■ Aim of the task ■
Reproduce the whole listing below without its pictures, exactly as written.

■ Records to use ■

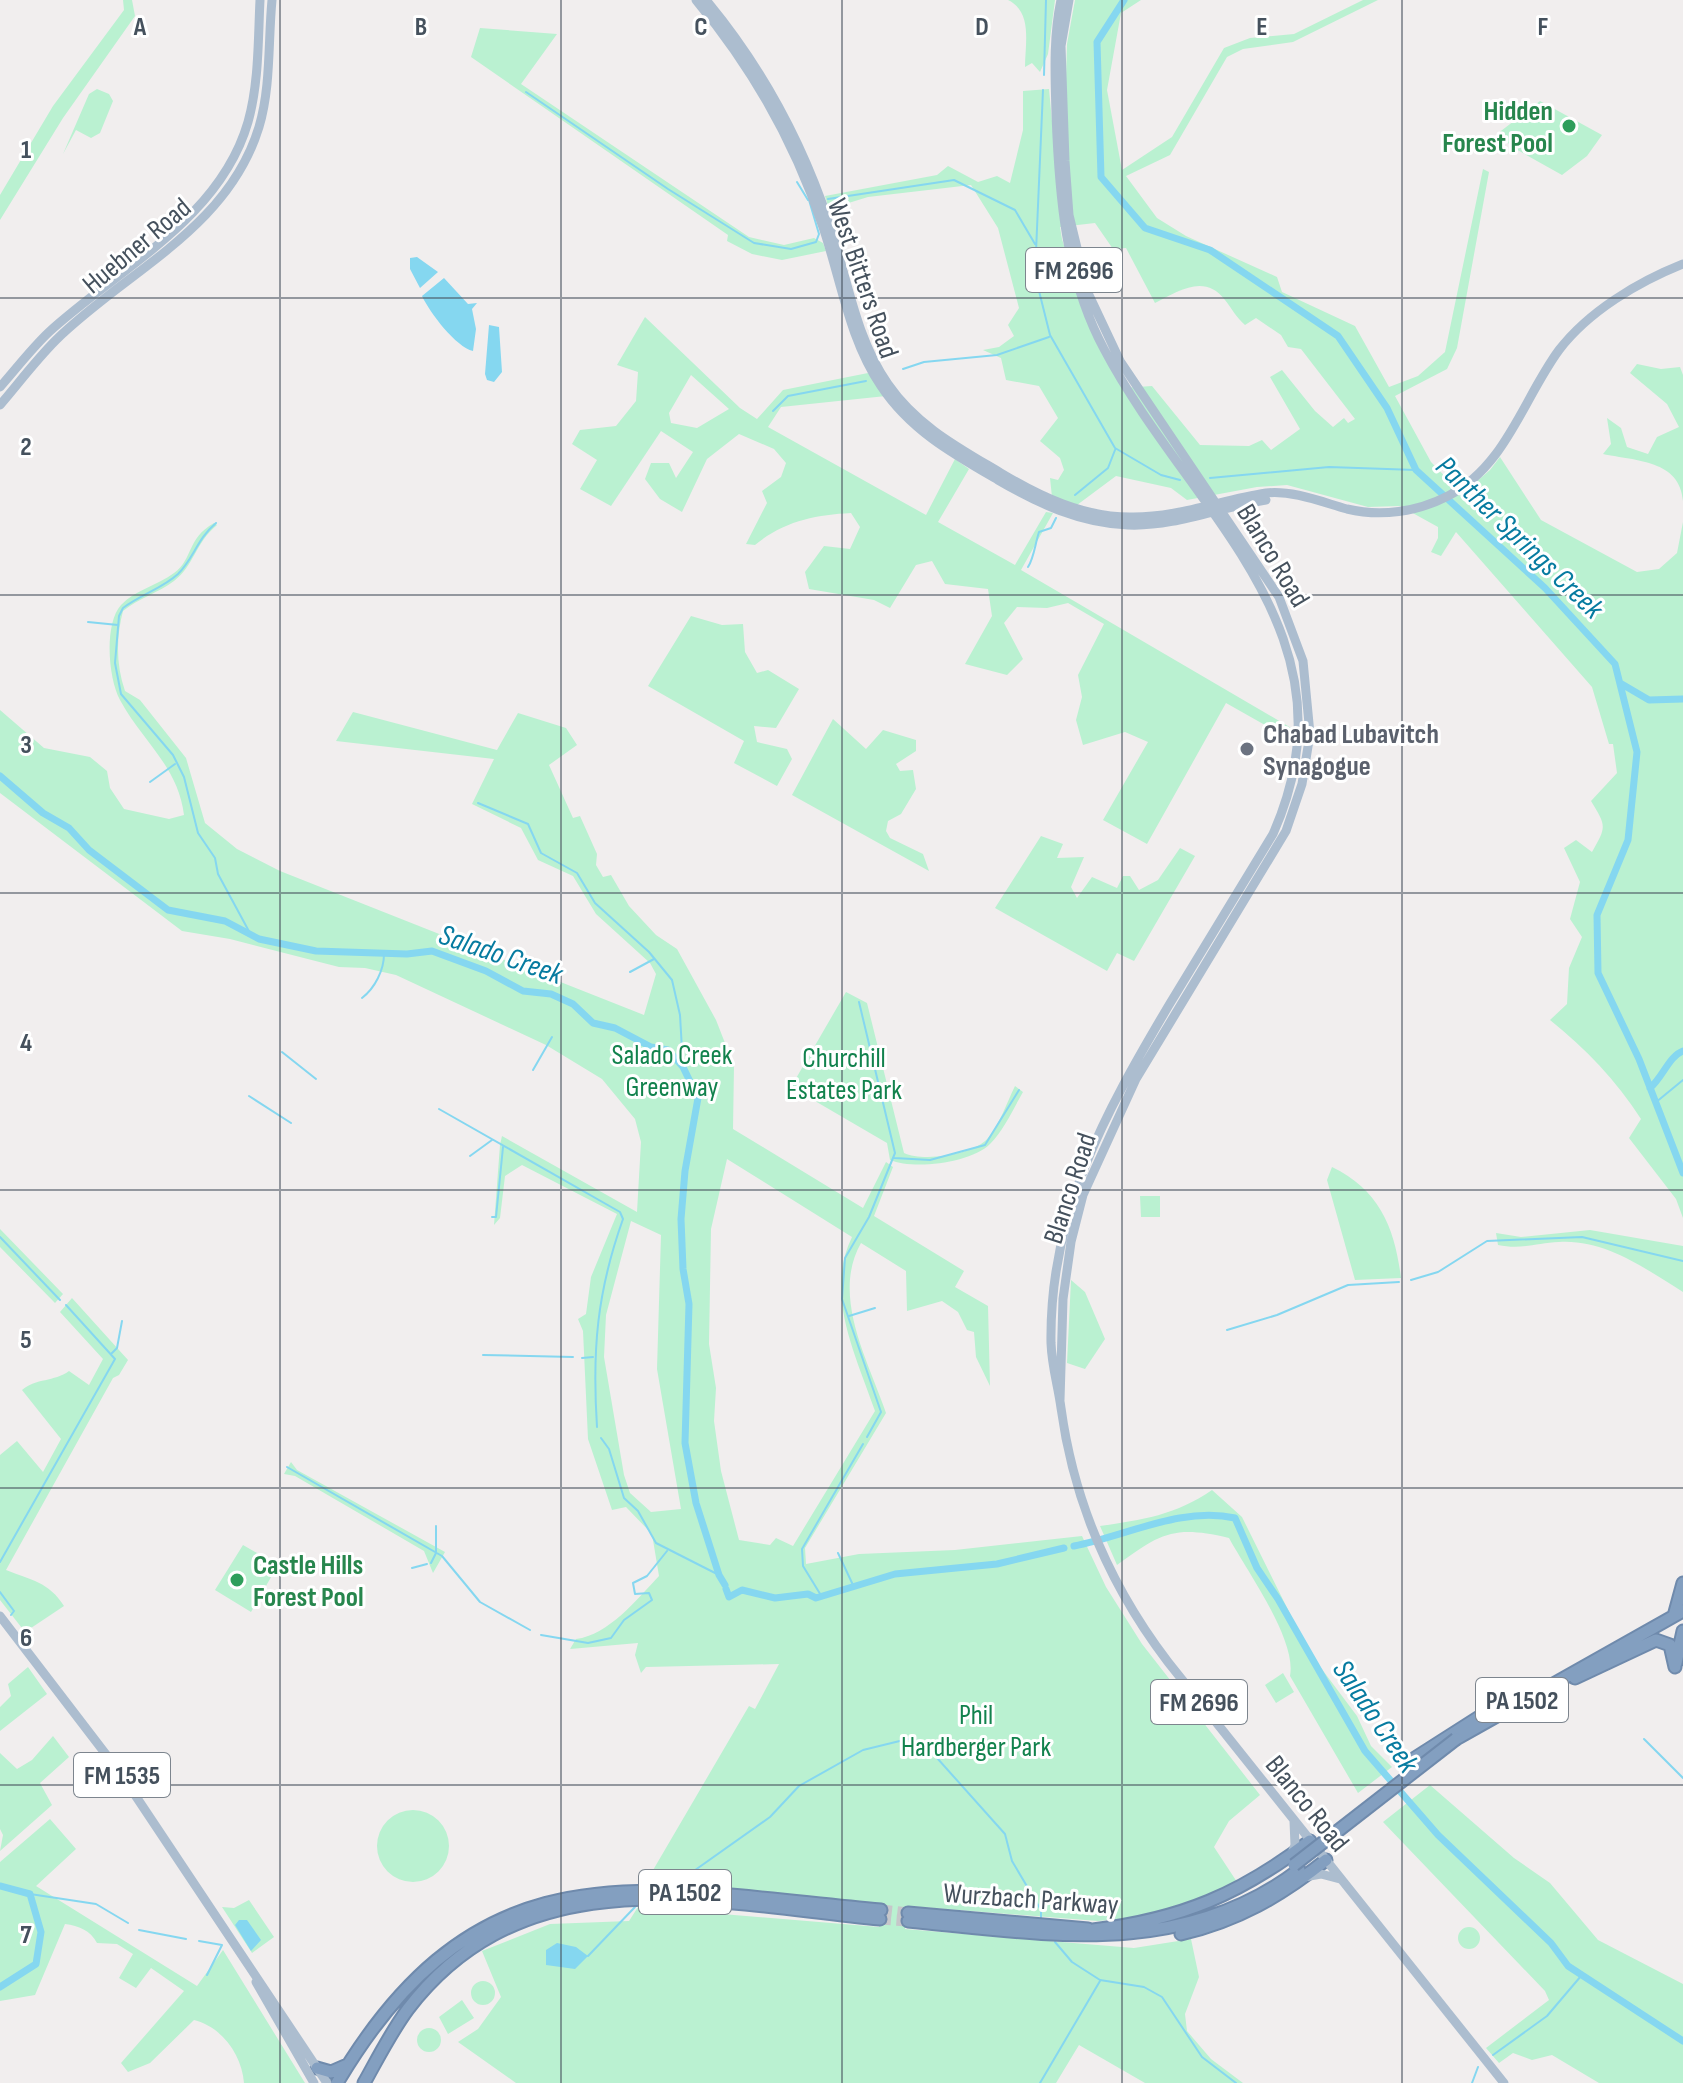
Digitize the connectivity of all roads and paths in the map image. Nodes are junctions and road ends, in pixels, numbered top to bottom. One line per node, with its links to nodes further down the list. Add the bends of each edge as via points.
1 (696, 0): 7 (main road, West Bitters Road, via 773,111)
2 (706, 0): 7 (main road, West Bitters Road, via 744,49 790,127)
3 (1061, 0): 8 (main road, Blanco Road / FM 2696, via 1054,67 1058,157)
4 (1069, 0): 8 (main road, Blanco Road / FM 2696, via 1061,77)
5 (260, 2): 6 (main road); 10 (main road, Huebner Road, via 250,112 223,175 189,217 47,334)
6 (271, 2): 11 (main road, Huebner Road, via 266,90 256,136 223,195 188,234 55,341)
7 (826, 224): 13 (main road, West Bitters Road, via 873,367 932,431)
8 (1070, 235): 12 (main road, Blanco Road / FM 2696, via 1103,331)
9 (1683, 264): 15 (main road, West Bitters Road, via 1604,307 1573,334 1497,454 1460,489 1410,510 1361,511)
10 (0, 387)
11 (0, 405)
12 (1153, 418): 14 (main road, Blanco Road / FM 2696); 17 (main road, Blanco Road / FM 2696)
13 (1010, 483): 17 (main road, West Bitters Road, via 1057,511 1109,524 1158,524); 18 (main road, West Bitters Road, via 1110,516 1157,516)
14 (1195, 486): 17 (main road, Blanco Road / FM 2696); 18 (main road)
15 (1289, 495): 16 (main road, West Bitters Road); 17 (main road, West Bitters Road, via 1272,492)
16 (1236, 506): 17 (main road, West Bitters Road); 19 (main road)
17 (1214, 507): 18 (main road, West Bitters Road); 19 (main road, Blanco Road / FM 2696); 20 (main road, Blanco Road / FM 2696)
18 (1193, 508)
19 (1231, 523): 20 (main road, Blanco Road / FM 2696)
20 (1280, 611): 21 (main road, Blanco Road / FM 2696, via 1299,717 1282,826)
21 (1132, 1078): 22 (main road, Blanco Road / FM 2696); 23 (main road, Blanco Road / FM 2696)
22 (1080, 1174): 23 (main road); 24 (main road, Blanco Road / FM 2696, via 1053,1298 1052,1362)
23 (1083, 1195): 24 (main road, Blanco Road / FM 2696, via 1063,1299)
24 (1060, 1400): 33 (main road, Blanco Road / FM 2696, via 1089,1524 1113,1578 1150,1640)
25 (1683, 1583): 26 (highway)
26 (1680, 1615): 29 (highway, Wurzbach Parkway / PA 1502); 30 (highway, Wurzbach Parkway / PA 1502)
27 (0, 1616): 38 (main road, FM 1535, via 121,1774)
28 (1683, 1631): 30 (highway, via 1675,1667 1670,1645 1656,1640)
29 (1589, 1663): 31 (highway, Wurzbach Parkway / PA 1502); 32 (highway, via 1485,1713)
30 (1575, 1678): 31 (highway, Wurzbach Parkway / PA 1502)
31 (1457, 1742): 36 (highway, Wurzbach Parkway / PA 1502)
32 (1415, 1758)
33 (1294, 1821): 34 (main road, Blanco Road / FM 2696); 36 (main road)
34 (1310, 1841): 35 (main road, Blanco Road / FM 2696); 36 (highway)
35 (1326, 1860): 36 (highway); 37 (main road, Blanco Road / FM 2696)
36 (1299, 1868): 36 (highway, Wurzbach Parkway / PA 1502, via 1216,1910 1163,1924 1093,1930 908,1917 1081,1936 1129,1935 1191,1924 1257,1898); 37 (main road)
37 (1341, 1879): 47 (main road, Blanco Road / FM 2696)
38 (254, 1979): 39 (main road, FM 1535); 40 (main road, FM 1535)
39 (276, 2022): 40 (main road); 42 (main road, FM 1535)
40 (293, 2031): 42 (main road, FM 1535)
41 (348, 2065): 42 (highway); 44 (highway, PA 1502); 45 (highway); 46 (highway, PA 1502, via 385,2009 429,1965 483,1929 551,1901 639,1889 880,1914 645,1898 596,1900 541,1913 474,1947 429,1985 402,2018)
42 (313, 2077): 43 (main road, FM 1535)
43 (327, 2083)
44 (337, 2083)
45 (346, 2083)
46 (364, 2083)
47 (1504, 2083)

■ Answer section ■
Digitize the connectivity of all roads and paths in the map image. Nodes are junctions and road ends, in pixels, numbered top to bottom. One line per node, with its links to nodes further down the list. Add the bends of each edge as via points.
1 (696, 0): 7 (main road, West Bitters Road, via 773,111)
2 (706, 0): 7 (main road, West Bitters Road, via 744,49 790,127)
3 (1061, 0): 8 (main road, Blanco Road / FM 2696, via 1054,67 1058,157)
4 (1069, 0): 8 (main road, Blanco Road / FM 2696, via 1061,77)
5 (260, 2): 6 (main road); 10 (main road, Huebner Road, via 250,112 223,175 189,217 47,334)
6 (271, 2): 11 (main road, Huebner Road, via 266,90 256,136 223,195 188,234 55,341)
7 (826, 224): 13 (main road, West Bitters Road, via 873,367 932,431)
8 (1070, 235): 12 (main road, Blanco Road / FM 2696, via 1103,331)
9 (1683, 264): 15 (main road, West Bitters Road, via 1604,307 1573,334 1497,454 1460,489 1410,510 1361,511)
10 (0, 387)
11 (0, 405)
12 (1153, 418): 14 (main road, Blanco Road / FM 2696); 17 (main road, Blanco Road / FM 2696)
13 (1010, 483): 17 (main road, West Bitters Road, via 1057,511 1109,524 1158,524); 18 (main road, West Bitters Road, via 1110,516 1157,516)
14 (1195, 486): 17 (main road, Blanco Road / FM 2696); 18 (main road)
15 (1289, 495): 16 (main road, West Bitters Road); 17 (main road, West Bitters Road, via 1272,492)
16 (1236, 506): 17 (main road, West Bitters Road); 19 (main road)
17 (1214, 507): 18 (main road, West Bitters Road); 19 (main road, Blanco Road / FM 2696); 20 (main road, Blanco Road / FM 2696)
18 (1193, 508)
19 (1231, 523): 20 (main road, Blanco Road / FM 2696)
20 (1280, 611): 21 (main road, Blanco Road / FM 2696, via 1299,717 1282,826)
21 (1132, 1078): 22 (main road, Blanco Road / FM 2696); 23 (main road, Blanco Road / FM 2696)
22 (1080, 1174): 23 (main road); 24 (main road, Blanco Road / FM 2696, via 1053,1298 1052,1362)
23 (1083, 1195): 24 (main road, Blanco Road / FM 2696, via 1063,1299)
24 (1060, 1400): 33 (main road, Blanco Road / FM 2696, via 1089,1524 1113,1578 1150,1640)
25 (1683, 1583): 26 (highway)
26 (1680, 1615): 29 (highway, Wurzbach Parkway / PA 1502); 30 (highway, Wurzbach Parkway / PA 1502)
27 (0, 1616): 38 (main road, FM 1535, via 121,1774)
28 (1683, 1631): 30 (highway, via 1675,1667 1670,1645 1656,1640)
29 (1589, 1663): 31 (highway, Wurzbach Parkway / PA 1502); 32 (highway, via 1485,1713)
30 (1575, 1678): 31 (highway, Wurzbach Parkway / PA 1502)
31 (1457, 1742): 36 (highway, Wurzbach Parkway / PA 1502)
32 (1415, 1758)
33 (1294, 1821): 34 (main road, Blanco Road / FM 2696); 36 (main road)
34 (1310, 1841): 35 (main road, Blanco Road / FM 2696); 36 (highway)
35 (1326, 1860): 36 (highway); 37 (main road, Blanco Road / FM 2696)
36 (1299, 1868): 36 (highway, Wurzbach Parkway / PA 1502, via 1216,1910 1163,1924 1093,1930 908,1917 1081,1936 1129,1935 1191,1924 1257,1898); 37 (main road)
37 (1341, 1879): 47 (main road, Blanco Road / FM 2696)
38 (254, 1979): 39 (main road, FM 1535); 40 (main road, FM 1535)
39 (276, 2022): 40 (main road); 42 (main road, FM 1535)
40 (293, 2031): 42 (main road, FM 1535)
41 (348, 2065): 42 (highway); 44 (highway, PA 1502); 45 (highway); 46 (highway, PA 1502, via 385,2009 429,1965 483,1929 551,1901 639,1889 880,1914 645,1898 596,1900 541,1913 474,1947 429,1985 402,2018)
42 (313, 2077): 43 (main road, FM 1535)
43 (327, 2083)
44 (337, 2083)
45 (346, 2083)
46 (364, 2083)
47 (1504, 2083)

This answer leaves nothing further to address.